[Stored data entries]
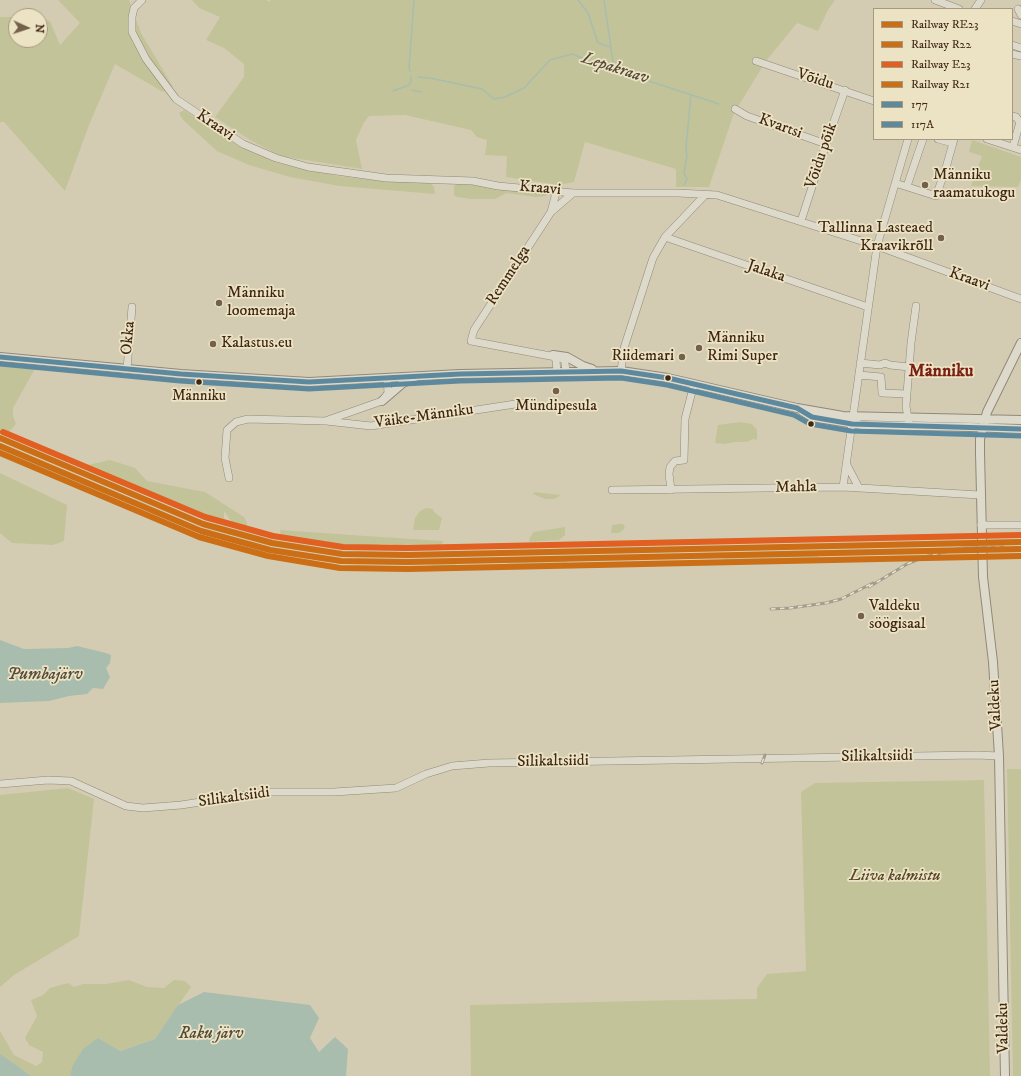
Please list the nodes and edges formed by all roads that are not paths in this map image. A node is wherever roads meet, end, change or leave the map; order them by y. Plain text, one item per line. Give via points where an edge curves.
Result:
1 (142, 0) edge
2 (935, 0) edge
3 (956, 8) edge
4 (756, 60) dead end
5 (845, 90) junction
6 (873, 101) edge
7 (735, 109) dead end
8 (1020, 120) edge
9 (908, 140) edge
10 (923, 140) edge
11 (990, 140) edge
12 (953, 141) edge
13 (826, 144) junction
14 (1013, 147) junction
15 (1021, 150) edge
16 (895, 183) junction
17 (907, 186) junction
18 (558, 190) junction
19 (573, 192) junction
20 (705, 195) junction
21 (551, 212) junction
22 (801, 221) junction
23 (665, 237) junction
24 (877, 246) junction
25 (1021, 299) edge
26 (916, 306) dead end
27 (132, 307) dead end
28 (868, 307) junction
29 (1021, 343) edge
30 (553, 355) junction
31 (0, 357) edge
32 (860, 363) junction
33 (909, 366) junction
34 (127, 369) junction
35 (597, 371) junction
36 (621, 371) junction
37 (561, 372) junction
38 (859, 375) junction
39 (418, 376) junction
40 (387, 378) junction
41 (694, 384) junction
42 (907, 394) junction
43 (382, 401) junction
44 (522, 403) dead end
45 (984, 419) junction
46 (852, 420) junction
47 (1021, 420) edge
48 (325, 421) junction
49 (908, 421) junction
50 (983, 428) junction
51 (1021, 429) edge
52 (847, 464) junction
53 (229, 478) dead end
54 (843, 487) junction
55 (859, 488) junction
56 (612, 490) dead end
57 (671, 490) junction
58 (980, 495) junction
59 (981, 525) junction
60 (1021, 525) edge
61 (999, 756) junction
62 (0, 784) edge
63 (1005, 1076) edge

1 - 18 street, Kraavi via 134,8 132,32 146,59 176,99 242,144 276,158 345,173 386,178 473,181 498,186
2 - 3 street
4 - 5 street, Võidu
5 - 6 street, Võidu
5 - 13 street, Võidu põik
7 - 13 street, Kvartsi via 747,116
8 - 14 street
9 - 16 street
10 - 17 street
11 - 14 street
12 - 17 street via 936,196
13 - 22 street, Võidu põik
14 - 15 street
16 - 17 street
16 - 24 street
18 - 19 street, Kraavi
18 - 21 street, Remmelga
19 - 20 street, Kraavi
19 - 21 street, Remmelga
20 - 22 street, Kraavi via 717,195
20 - 23 street
21 - 30 street, Remmelga via 474,330 471,341
22 - 24 street, Kraavi
23 - 28 street, Jalaka
23 - 36 street via 653,258 624,348
24 - 25 street, Kraavi
24 - 28 street
26 - 33 street
27 - 34 street, Okka
28 - 32 street
29 - 45 street, Valdeku
30 - 35 street via 568,357
30 - 37 street via 564,360
31 - 34 street
32 - 33 street
32 - 38 street
33 - 42 street
34 - 40 street via 296,382
35 - 36 street
35 - 37 street
36 - 41 street
37 - 39 street
38 - 42 street via 881,377 882,393
38 - 46 street
39 - 40 street
39 - 43 street via 403,383
40 - 43 street, Väike-Männiku via 388,392
41 - 46 street via 797,408 812,417
41 - 57 street via 686,419 684,460 675,461 670,467
42 - 49 street
43 - 48 street, Väike-Männiku
44 - 48 street, Väike-Männiku via 371,426
45 - 47 street
45 - 49 street
45 - 50 street, Valdeku
46 - 49 street
46 - 52 street
48 - 53 street, Väike-Männiku via 248,418 236,422 226,430 225,458
49 - 50 street
50 - 51 street
50 - 58 street, Valdeku via 980,439
52 - 54 street
52 - 55 street
54 - 55 street, Mahla
54 - 57 street, Mahla
55 - 58 street, Mahla
56 - 57 street, Mahla
58 - 59 street, Valdeku
59 - 60 street
59 - 61 street, Valdeku via 982,577 993,662
61 - 62 street, Silikaltsiidi via 489,763 452,766 426,774 396,788 334,792 266,792 143,808 126,806 71,781
61 - 63 street, Valdeku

Exercise requirements: Only lines that contain "Mahla" are needed, so copy each of them from the data.

Problem solution:
54 - 55 street, Mahla
54 - 57 street, Mahla
55 - 58 street, Mahla
56 - 57 street, Mahla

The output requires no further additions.